For Starmer, the scandal of appointing Mandelson is the demon in the pipes that won’t flush and worse, keeps shapeshifting, so that one week it’s paedophile-adjacent, the next it’s national security-adjacent.

On Monday, Starmer appeared in Parliament. He tried to articulate his offence and indignation, insisting that Mandelson would never have been appointed had he known about the developed vetting (DV) but the laughter at this defence proved an indictment: this is, after all, a former chief prosecutor who pronounces his adherence to forensic detail wherever he goes.

“Weird”

I spent most of March asking Americans their views on Starmer and not just any Americans, California blue ones. “Weird” was the most frequent response, which was intriguing, given that their beloved Biden administration had once appointed a cross-dresser as a nuclear waste disposal expert who’d ended up pinching a black woman’s luggage off an airport carousel.

What made these encounters even more interesting was that until very recently, the state was also entertaining continuity Gavin Newsom in the form of a scoundrel called Eric Swalwell. Swalwell was previously accused of having breached national security by sleeping with a Chinese spy called Fang Fang and was saved only by the intervention of Democrat grandee Nancy Pelosi – a woman who would know a thing or two about compromising positions.

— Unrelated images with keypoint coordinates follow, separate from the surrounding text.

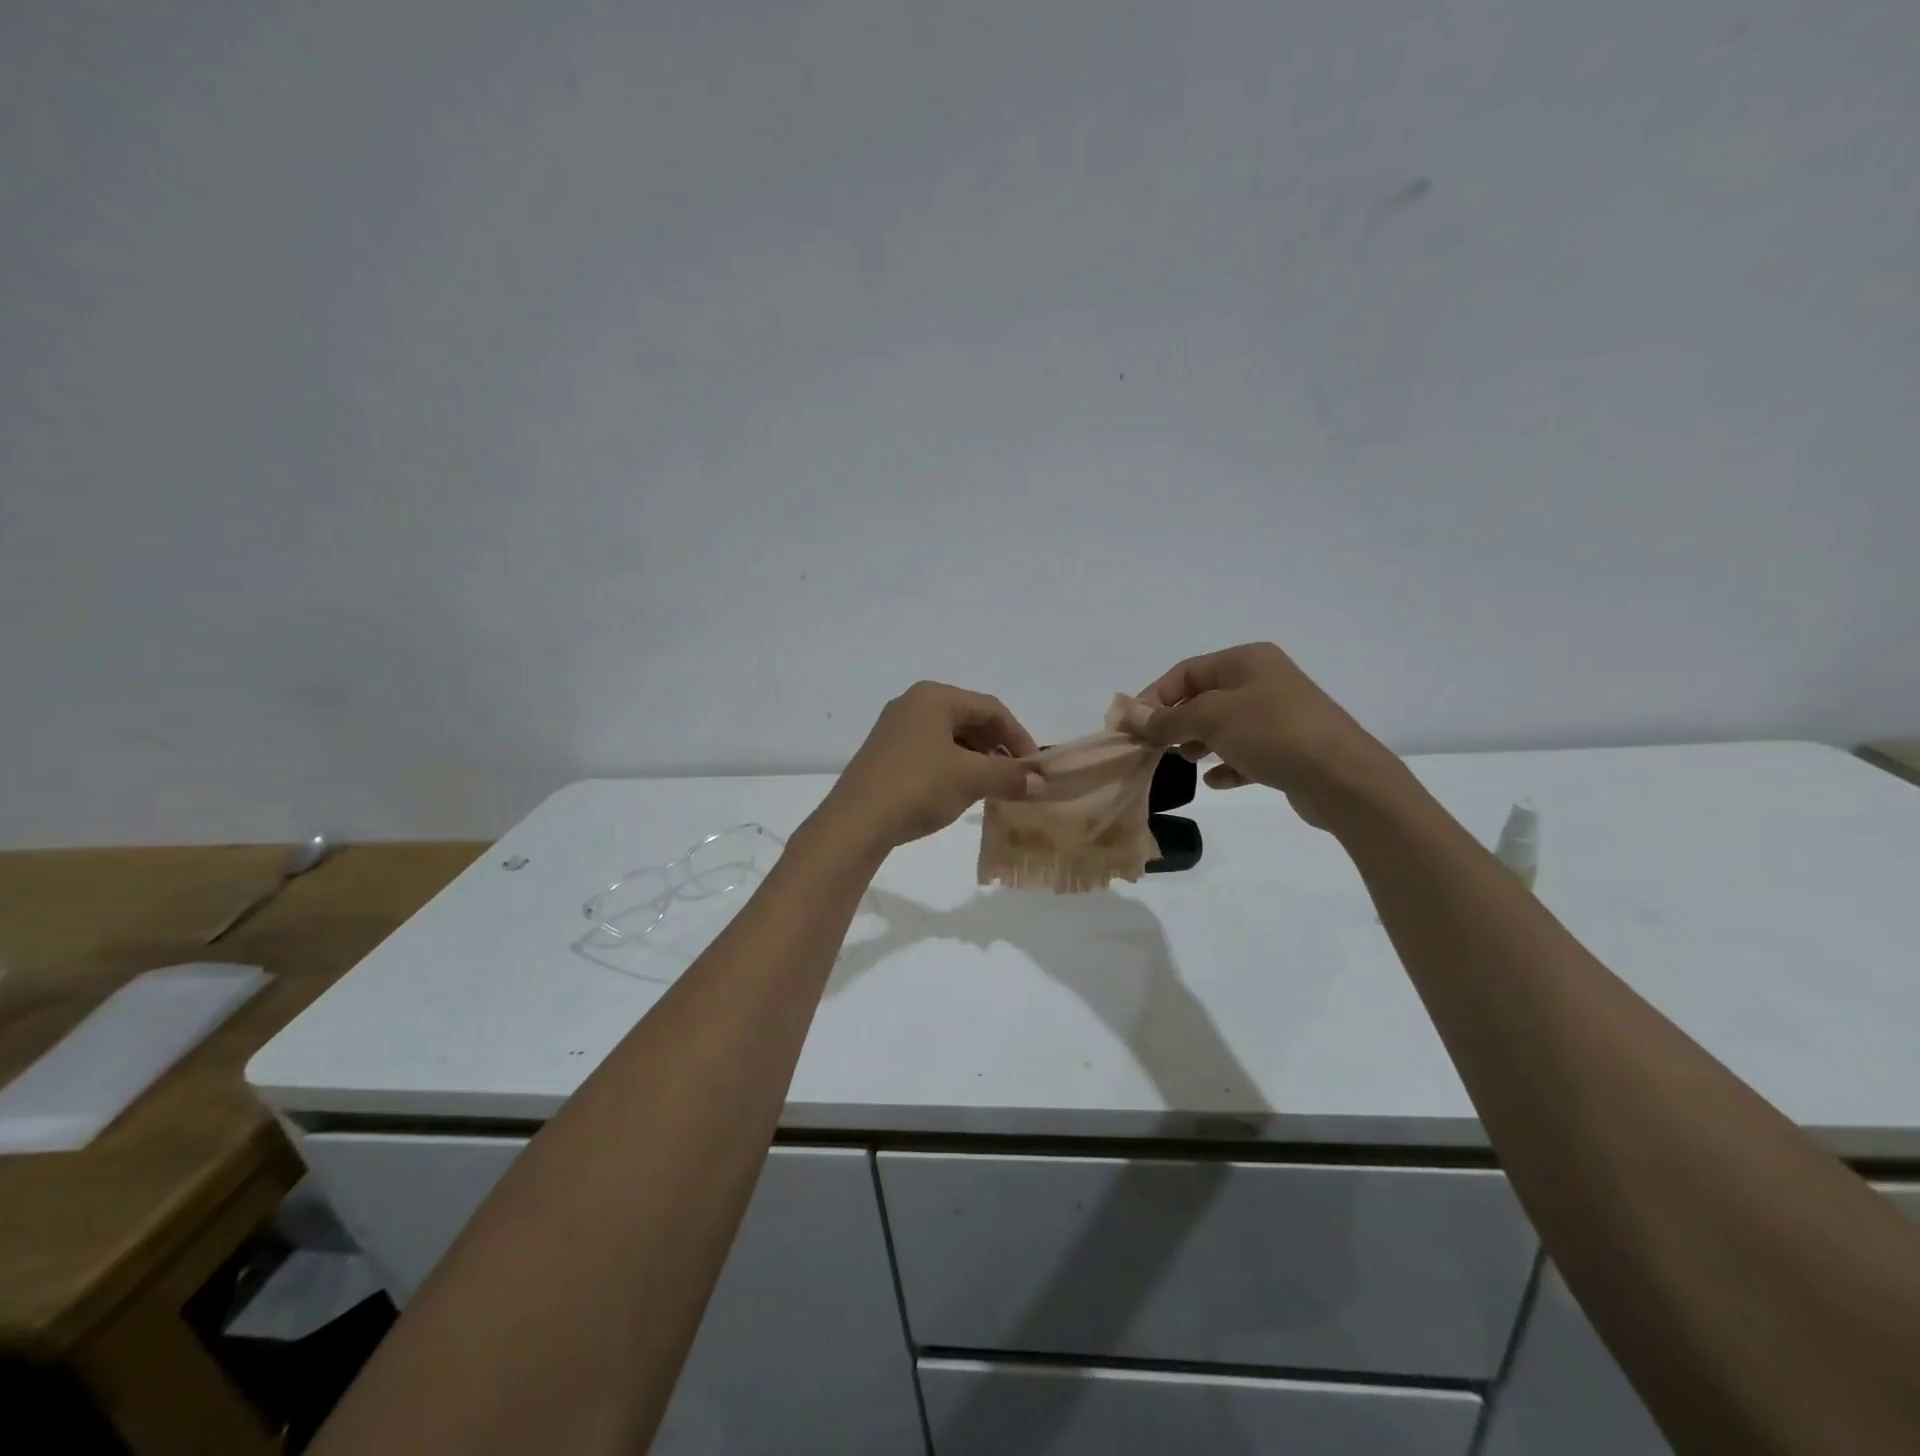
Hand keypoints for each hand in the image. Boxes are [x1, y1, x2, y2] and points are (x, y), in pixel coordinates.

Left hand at [816, 682, 1040, 854]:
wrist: (856, 821)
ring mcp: (895, 728)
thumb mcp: (971, 779)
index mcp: (935, 697)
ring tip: (992, 787)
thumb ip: (1010, 776)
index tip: (1034, 767)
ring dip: (977, 759)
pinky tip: (961, 791)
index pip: (991, 709)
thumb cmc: (918, 787)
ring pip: (950, 737)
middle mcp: (913, 704)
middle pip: (970, 720)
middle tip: (1015, 777)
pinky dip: (954, 766)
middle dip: (997, 748)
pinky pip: (931, 751)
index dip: (1019, 737)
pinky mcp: (885, 753)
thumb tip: (1041, 783)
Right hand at [1136, 643, 1391, 826]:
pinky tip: (1216, 781)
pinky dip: (1227, 764)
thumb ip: (1168, 718)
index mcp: (1246, 661)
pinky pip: (1246, 752)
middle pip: (1203, 698)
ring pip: (1223, 726)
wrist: (1343, 778)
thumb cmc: (1273, 734)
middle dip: (1176, 722)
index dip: (1155, 696)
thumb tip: (1131, 714)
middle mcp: (1263, 681)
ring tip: (1185, 762)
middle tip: (1154, 748)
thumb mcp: (1212, 719)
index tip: (1134, 727)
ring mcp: (1278, 715)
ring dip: (1199, 743)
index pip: (1186, 672)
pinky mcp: (1288, 748)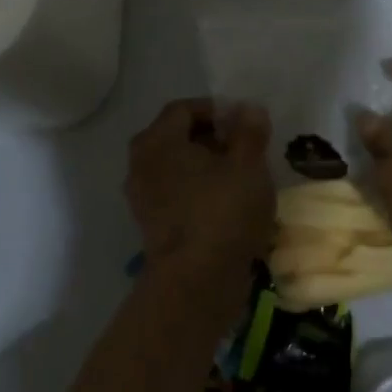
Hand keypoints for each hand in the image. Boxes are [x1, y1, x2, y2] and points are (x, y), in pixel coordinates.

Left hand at [125, 99, 274, 291]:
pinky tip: (229, 204)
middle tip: (247, 149)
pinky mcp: (153, 226)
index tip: (246, 124)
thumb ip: (250, 131)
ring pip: (178, 168)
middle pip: (178, 137)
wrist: (197, 283)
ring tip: (243, 177)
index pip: (184, 108)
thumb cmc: (223, 212)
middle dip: (214, 138)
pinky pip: (178, 194)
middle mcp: (141, 164)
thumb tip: (249, 109)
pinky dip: (200, 192)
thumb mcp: (248, 164)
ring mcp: (143, 198)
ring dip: (209, 167)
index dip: (217, 109)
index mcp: (157, 141)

In the last few weeks Swalwell’s had to drop out the California governor’s race – too much raping, you see, so while he was doing the big BLM-trans-“threat-to-democracy”-feminist-white-guy thing, many cocktails in many hotel bars were allegedly being spiked.

But ultimately, both Swalwell and Zuma are reconcilable.

One is a sociopath, charting the course from self-sabotage to self-destruction, perhaps unwittingly, who prompts disgust – then is dismissed with only the lingering hope of justice remaining. The other an emboldened, provincial gangster, who, despite his menace, commanded faint respect as a worthy adversary. In both men, our inherent impulse to understand our leaders is satisfied. Starmer, however, sits outside this model.

Distraction

His current predicament – the consequences of trusting the most untrustworthy man in recent political history – doesn’t speak to inadequacy or delinquency as much as it does purposed distraction. On Friday Starmer completed his 42nd trip abroad in less than two years as premier. Among these international “priorities” sit the importing of the Egyptian activist Alaa Adb El-Fattah to the UK, a man whose hatred of white people could be gleaned by momentary observations of his social media profile, routine humiliation at the hands of the American President, and the Chagos giveaway debacle.

All this while problems at home intensify. The maniacal government spending, the surging of the 10-year gilt yields (40 basis points on Tuesday alone), the tax addiction, the financial inchoates drafting policy, the ruptured social cohesion and contract and the youth unemployment statistics together reveal someone oblivious to their limits, or they reveal someone possessed.

Now, and just like Zuma in 2016, Starmer is dismissing calls to resign. Toppling the former was ultimately reduced to horse-trading – his intransigeance not located in the unshakable grip of a world view, but tangible tsotsi-ness – not going, so voetsek. Starmer – and indeed most of the people around him – are not assembled with such obvious features, but are incentivised by concealed delusions, possibly that their work in laundering the UK’s international image is incomplete. With him being weird, thus inscrutable, the UK is struggling today to calculate what to do next should this be the case.

Leaving an inheritance of captured institutions was – is – terrible. But debasing your country, at home and abroad, without the excuse of a criminal foundation, and perhaps only because of grievances you were never fully able to resolve and were too cowardly to express, may be worse.